Google Cr-48 keyboard shortcut help screen


  • No page up/down, home/end, or delete buttons requiring awkward shortcuts
  • No function keys (like F2 to rename, F11 for full screen, F3 for next item in search)
  • Touchpad is crap, making right-click, drag and drop and text selection unreliable and awkward.
  • Wifi slow to reconnect when waking up
  • Wifi antenna strength mediocre (direct line of site to router, still missing a bar)

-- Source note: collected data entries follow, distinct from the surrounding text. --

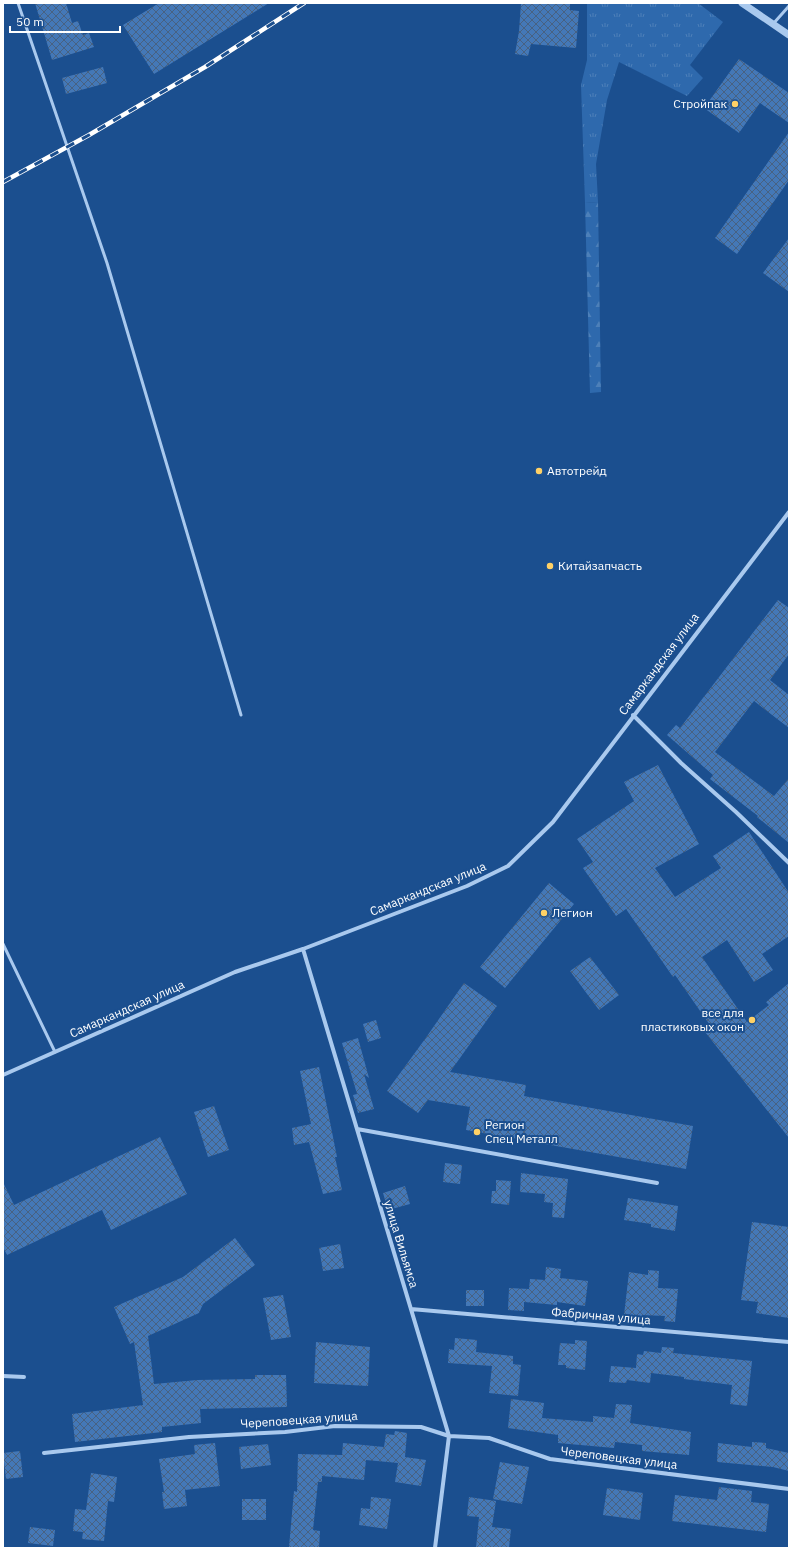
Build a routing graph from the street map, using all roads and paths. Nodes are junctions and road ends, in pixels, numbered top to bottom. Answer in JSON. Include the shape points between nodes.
{"nodes":[{"id":1,"x":18,"y":3,"type":"edge"},
{"id":2,"x":742,"y":3,"type":"edge"},
{"id":3,"x":789,"y":6,"type":"edge"},
{"id":4,"x":773,"y":24,"type":"junction"},
{"id":5,"x":789,"y":35,"type":"edge"},
{"id":6,"x":789,"y":512,"type":"edge"},
{"id":7,"x":241,"y":715,"type":"dead end"},
{"id":8,"x":633,"y":715,"type":"junction"},
{"id":9,"x":789,"y":863,"type":"edge"},
{"id":10,"x":3,"y":944,"type":"edge"},
{"id":11,"x":303,"y":949,"type":"junction"},
{"id":12,"x":55,"y":1052,"type":"junction"},
{"id":13,"x":3,"y":1075,"type":"edge"},
{"id":14,"x":357,"y":1129,"type":"junction"},
{"id":15,"x":657,"y":1183,"type":"dead end"},
{"id":16,"x":411,"y":1309,"type":"junction"},
{"id":17,"x":789,"y":1342,"type":"edge"},
{"id":18,"x":3,"y":1376,"type":"edge"},
{"id":19,"x":24,"y":1377,"type":"dead end"},
{"id":20,"x":449,"y":1436,"type":"junction"},
{"id":21,"x":44,"y":1454,"type":"dead end"},
{"id":22,"x":789,"y":1488,"type":"edge"},
{"id":23,"x":435,"y":1548,"type":"edge"}],
"edges":[{"from":1,"to":7,"type":"lane","via":[[107,262]]},
{"from":2,"to":4,"type":"street"},
{"from":3,"to":4,"type":"lane"},
{"from":4,"to":5,"type":"street"},
{"from":6,"to":8,"type":"street","name":"Самаркандская улица"},
{"from":8,"to":9,"type":"street"},
{"from":8,"to":11,"type":"street","name":"Самаркандская улица","via":[[553,822],[508,866],[467,886]]},
{"from":10,"to":12,"type":"lane"},
{"from":11,"to":12,"type":"street","name":"Самаркандская улица","via":[[235,972]]},
{"from":11,"to":14,"type":"street","name":"улица Вильямса"},
{"from":12,"to":13,"type":"street","name":"Самаркандская улица"},
{"from":14,"to":15,"type":"street"},
{"from":14,"to":16,"type":"street","name":"улица Вильямса"},
{"from":16,"to":17,"type":"street","name":"Фабричная улица"},
{"from":16,"to":20,"type":"street","name":"улица Вильямса"},
{"from":18,"to":19,"type":"street"},
{"from":20,"to":21,"type":"street","name":"Череповецкая улица","via":[[421,1427],[335,1426],[285,1432],[188,1437]]},
{"from":20,"to":22,"type":"street","name":"Череповецкая улица","via":[[489,1438],[550,1459]]},
{"from":20,"to":23,"type":"street","name":"улица Вильямса"}]}
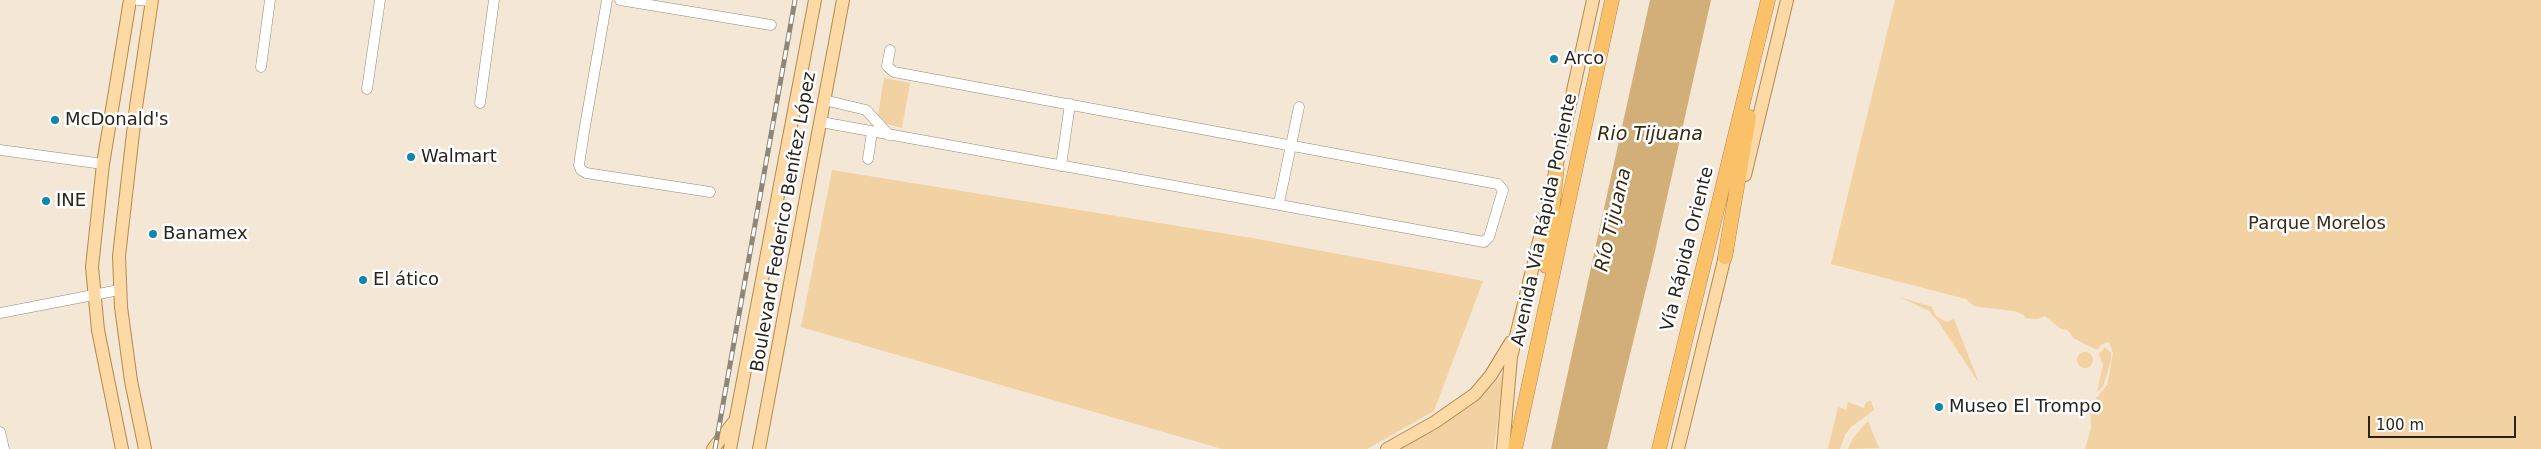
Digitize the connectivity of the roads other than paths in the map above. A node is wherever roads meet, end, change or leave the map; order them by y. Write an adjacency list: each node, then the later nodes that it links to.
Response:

  • I miss local apps like Power calculator, notepad++, iDailyDiary, Keepass, Linkman, Autohotkey
  • Performance is sluggish (especially with flash)
  • No vertical tabs
  • No 24 hour time (only AM/PM)

Many of the negatives are issues with the hardware, not the OS, and being a prototype, that’s to be expected. Many of these problems will probably not exist in the finished product. The second category of complaints is being forced to use the cloud for every little thing. I use the cloud a lot, but I still have several essential local apps. A killer solution would be to allow a hybrid of local apps along with the cloud. I have heard rumors that Chromium will be able to run native apps through the browser. If that happens, I could see myself using Chrome OS permanently. As it stands, the Cr-48 is great for checking email and RSS feeds, letting my kids play Starfall or a quick search online. It doesn’t fit my typical workflow for text editing, image manipulation and development, but this could change as Chrome apps mature. I look forward to seeing how it improves in the next 12 months.